## ASSIGNED TASK
Wherever the string "stroke" occurs in a line of these records, report that line.

(Dataset entries)
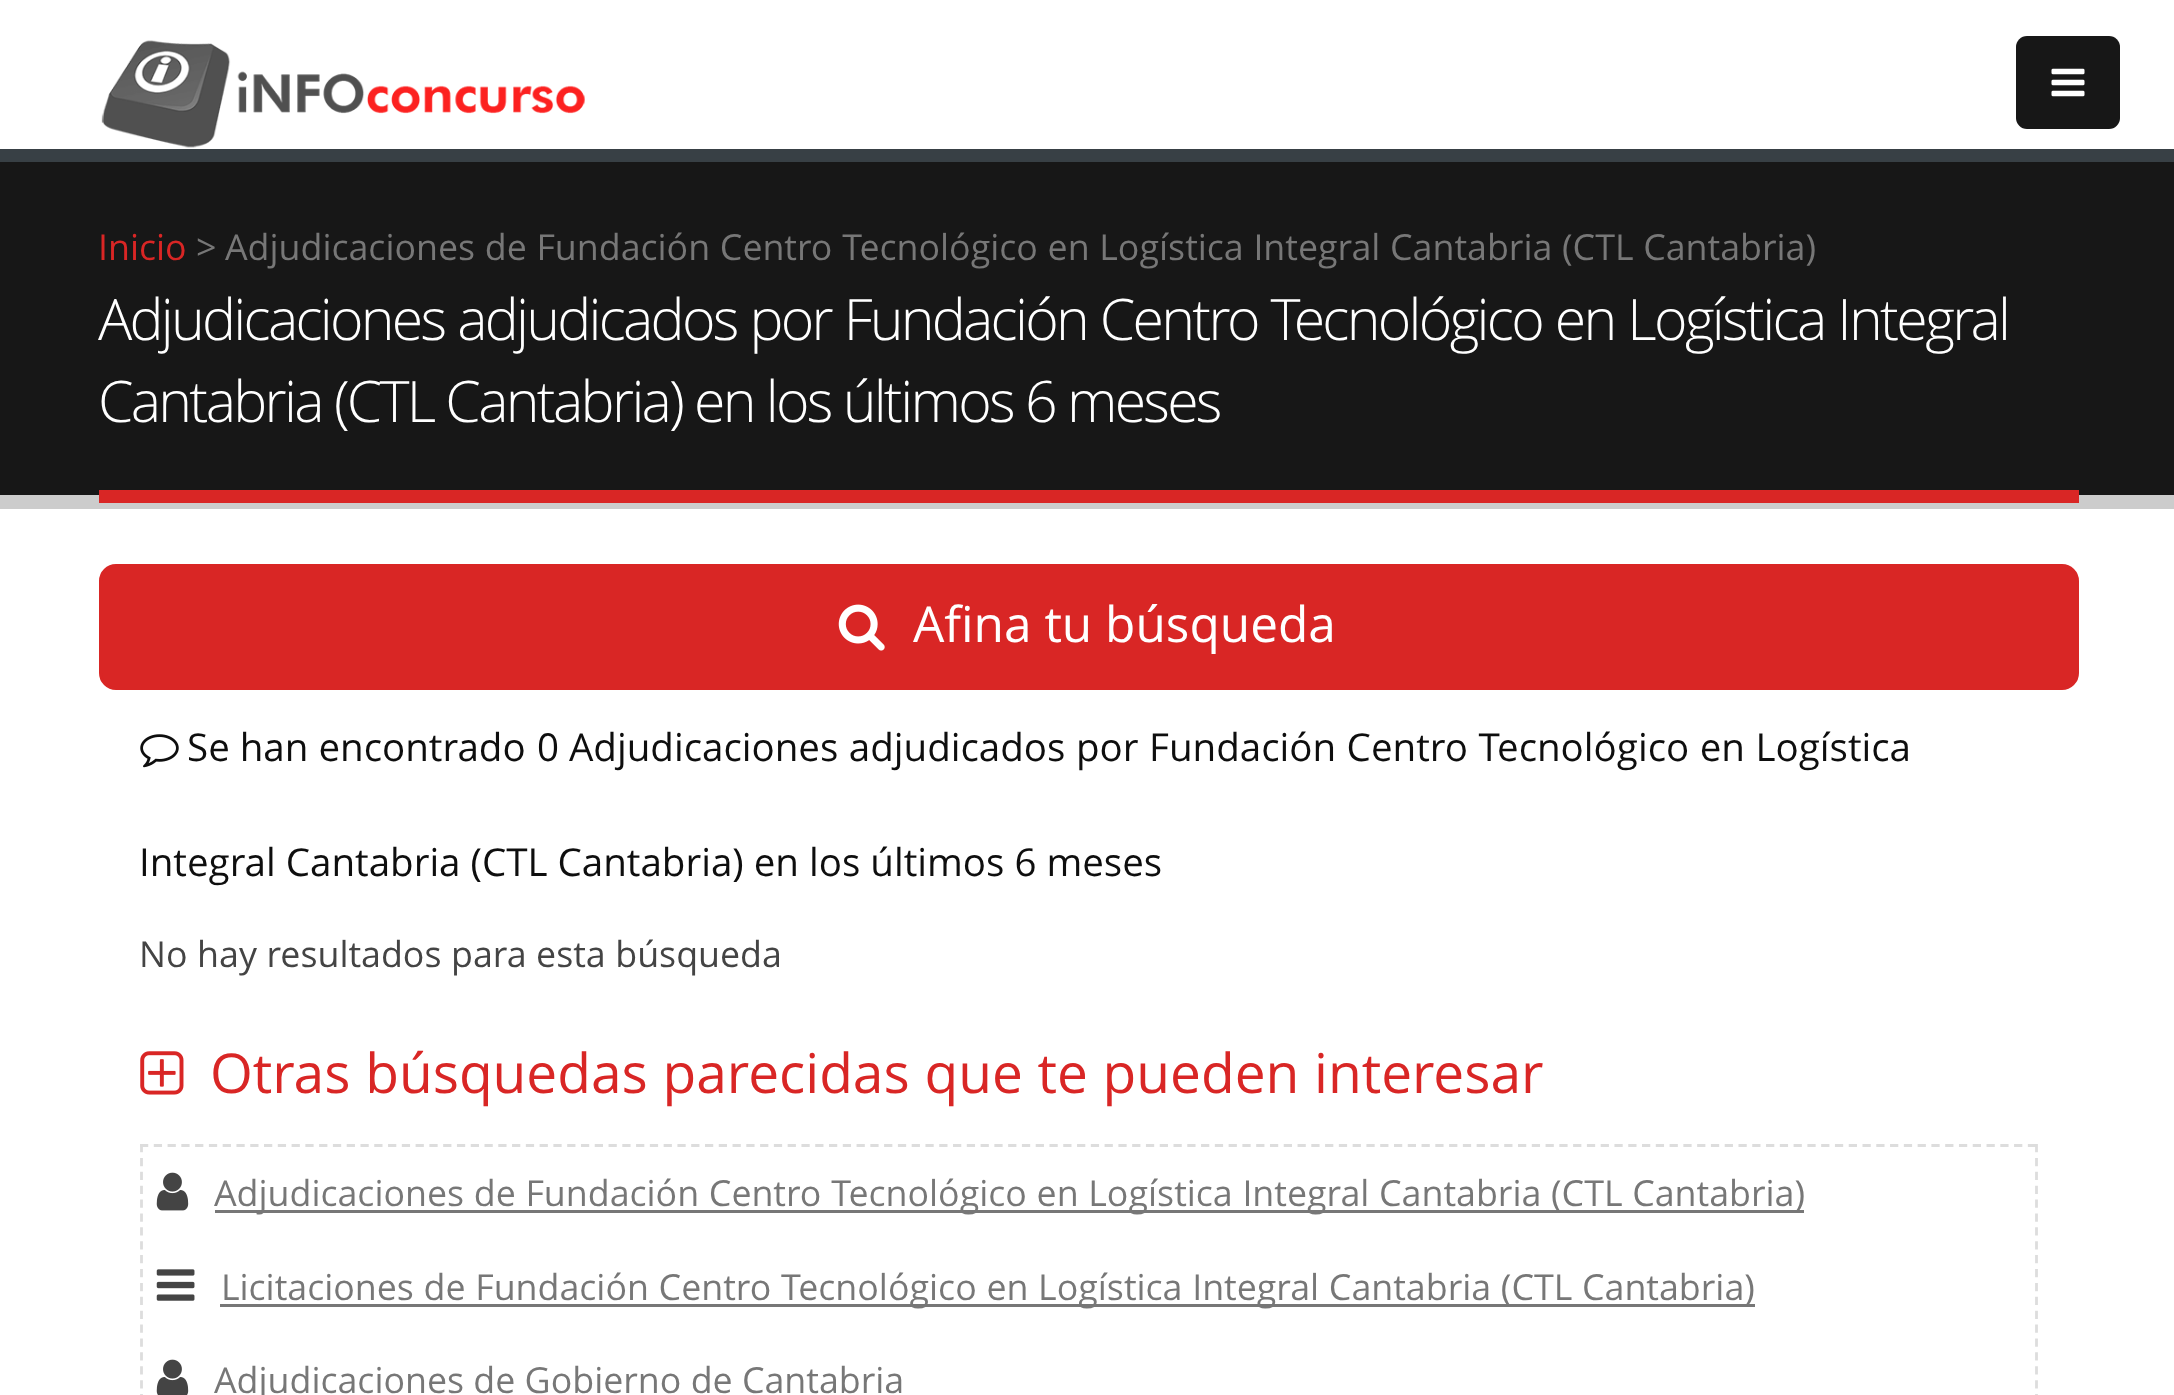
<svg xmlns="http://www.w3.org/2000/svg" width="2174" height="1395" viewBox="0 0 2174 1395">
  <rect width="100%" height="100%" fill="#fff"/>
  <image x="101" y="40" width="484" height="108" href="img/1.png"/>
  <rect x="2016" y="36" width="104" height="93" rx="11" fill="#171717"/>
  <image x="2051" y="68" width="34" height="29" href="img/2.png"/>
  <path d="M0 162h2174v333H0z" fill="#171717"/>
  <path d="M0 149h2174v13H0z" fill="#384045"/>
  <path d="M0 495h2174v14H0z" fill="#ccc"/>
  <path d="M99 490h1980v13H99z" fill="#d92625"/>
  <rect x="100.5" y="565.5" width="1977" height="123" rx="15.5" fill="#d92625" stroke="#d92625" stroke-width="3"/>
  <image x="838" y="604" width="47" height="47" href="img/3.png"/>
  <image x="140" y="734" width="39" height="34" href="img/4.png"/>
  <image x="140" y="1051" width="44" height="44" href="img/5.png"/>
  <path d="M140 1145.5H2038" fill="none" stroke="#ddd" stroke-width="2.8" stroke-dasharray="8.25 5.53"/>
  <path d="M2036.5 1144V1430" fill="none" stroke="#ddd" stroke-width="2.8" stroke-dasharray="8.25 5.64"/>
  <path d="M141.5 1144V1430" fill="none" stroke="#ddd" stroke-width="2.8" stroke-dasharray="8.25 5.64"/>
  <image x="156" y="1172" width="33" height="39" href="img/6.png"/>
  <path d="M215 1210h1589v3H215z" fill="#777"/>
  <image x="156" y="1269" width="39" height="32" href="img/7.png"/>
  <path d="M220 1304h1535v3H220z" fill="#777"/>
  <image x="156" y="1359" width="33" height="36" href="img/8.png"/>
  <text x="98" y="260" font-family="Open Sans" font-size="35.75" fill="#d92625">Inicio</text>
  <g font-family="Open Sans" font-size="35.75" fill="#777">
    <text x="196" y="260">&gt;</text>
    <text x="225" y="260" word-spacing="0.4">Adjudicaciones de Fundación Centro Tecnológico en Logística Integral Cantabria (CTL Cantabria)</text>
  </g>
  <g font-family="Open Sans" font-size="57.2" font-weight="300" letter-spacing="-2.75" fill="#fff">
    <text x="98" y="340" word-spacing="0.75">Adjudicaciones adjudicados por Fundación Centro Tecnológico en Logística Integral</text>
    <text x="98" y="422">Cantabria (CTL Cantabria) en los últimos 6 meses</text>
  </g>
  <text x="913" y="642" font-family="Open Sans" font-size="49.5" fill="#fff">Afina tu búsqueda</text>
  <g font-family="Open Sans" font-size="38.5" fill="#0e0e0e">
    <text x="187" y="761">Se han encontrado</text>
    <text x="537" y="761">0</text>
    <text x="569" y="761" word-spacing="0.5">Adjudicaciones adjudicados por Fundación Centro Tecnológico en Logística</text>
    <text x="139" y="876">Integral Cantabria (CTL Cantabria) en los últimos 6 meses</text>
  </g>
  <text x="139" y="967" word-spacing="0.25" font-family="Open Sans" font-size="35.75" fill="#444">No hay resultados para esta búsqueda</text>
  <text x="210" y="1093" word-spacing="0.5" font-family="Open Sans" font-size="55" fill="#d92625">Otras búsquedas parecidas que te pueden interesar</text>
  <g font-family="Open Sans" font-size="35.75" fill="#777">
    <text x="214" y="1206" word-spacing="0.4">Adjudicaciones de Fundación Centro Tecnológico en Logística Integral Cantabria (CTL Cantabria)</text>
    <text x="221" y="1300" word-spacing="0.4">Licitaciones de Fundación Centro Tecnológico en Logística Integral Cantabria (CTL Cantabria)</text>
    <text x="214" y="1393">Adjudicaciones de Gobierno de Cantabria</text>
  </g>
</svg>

## REPLY
  <rect x="100.5" y="565.5" width="1977" height="123" rx="15.5" fill="#d92625" stroke="#d92625" stroke-width="3"/>
  <path d="M140 1145.5H2038" fill="none" stroke="#ddd" stroke-width="2.8" stroke-dasharray="8.25 5.53"/>
  <path d="M2036.5 1144V1430" fill="none" stroke="#ddd" stroke-width="2.8" stroke-dasharray="8.25 5.64"/>
  <path d="M141.5 1144V1430" fill="none" stroke="#ddd" stroke-width="2.8" stroke-dasharray="8.25 5.64"/>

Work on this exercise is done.